Do you understand how BIP158 filters work? 
 Monero/Samourai/Red guys always just throw around podcast buzzwords they have no actual understanding of. No use argumenting, they will just throw more buzzwords. 
 The Joe-Roganization of technical discussion? :-) 
 Not sure about Joe Rogan, but the red guys are probably more offensive, as if you insult them directly when you introduce them to the concept of technical tradeoffs using their thing as example. 
 What "buzzwords" were said? 
 I don't know how Cake and Silentium work exactly. There is no standard yet for light clients, so claiming that non-standard experimental software is slow, is just not that relevant. Let's wait and see. 
 Isn't BIP158 for querying a node without exposing all your addresses? I don't think it hides sender/amount/receiver from the public node when you broadcast the transaction does it?

Correct me if I'm wrong 
 Transaction broadcast is a completely different issue than scanning.

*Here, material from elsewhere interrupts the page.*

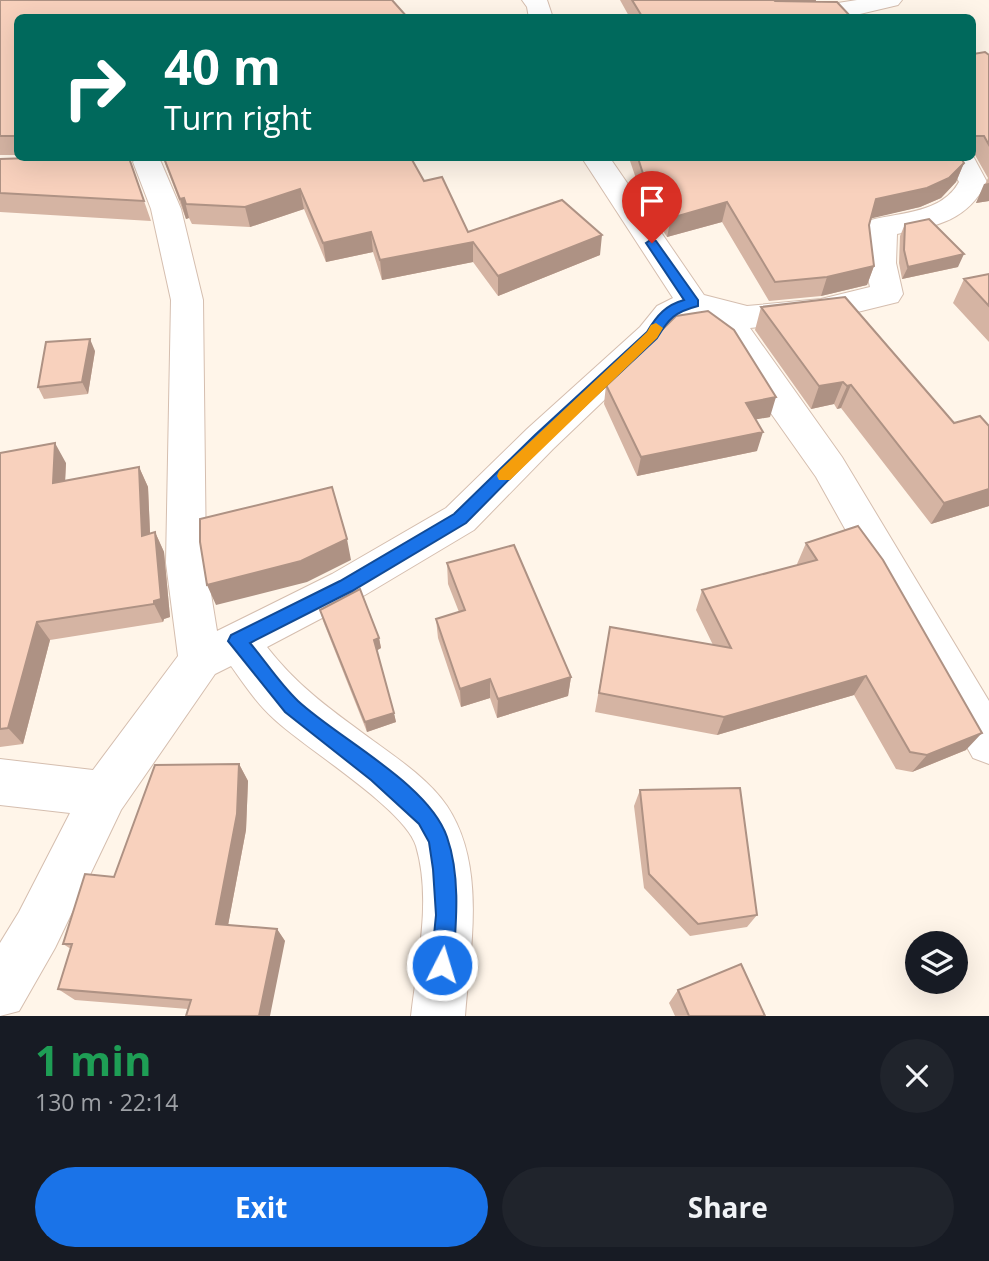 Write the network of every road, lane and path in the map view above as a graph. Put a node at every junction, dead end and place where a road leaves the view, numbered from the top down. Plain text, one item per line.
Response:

One shot Tor connections are a nice potential way to deal with that.

Dandelion would be nicer, but so far nobody has implemented it in a DoS resistant matter. Part of the problem there is that the Bitcoin Core mempool is already extremely complicated, though I'm still hopeful that will improve, e.g. with cluster mempool.
https://github.com/bitcoin/bitcoin/pull/29415 
 I mean it is still pretty relevant to the topic of using public nodes. Unless you're someone who plans on never broadcasting transactions.

But looks cool 
 im neither in marketing nor really a judgemental person, if you prefer monero then use monero 🤷‍♀️ 
i have zero interest in "my coin is better" arguments based on checkbox points, there's also no need to try to convince me of anything 
 Notably, Monero has much simpler transactions and mempool policies than Bitcoin. So implementing Dandelion correctly is quite a bit easier. 
 But the sudden fall in the price of Monero(XMR) is alarming  
 The sudden fall is probably due to Kraken delisting it. 
 Thanks for the explanation, Sjors! I was wondering: why don’t you join my show to explain why Bitcoin doesn’t have better privacy to provide fungibility to the monetary asset?

Or better yet, explain why nothing out there (including Zcash’s Halo2 and MWEB) is good enough for Bitcoin. So that nobody ever assumes negligence or malevolence when it comes to protocol development, granted that the reasons are purely technical. 
 > why don’t you join my show

Because of your behavior. 
 And also because I don't have time to study, for you and for free, a dozen protocols to figure out what trade-offs their marketing team isn't talking about that make it unsuitable for Bitcoin.

That's not to say there's never something useful out there. Information does make it across, e.g. because developers talk to each other - less so through public debates.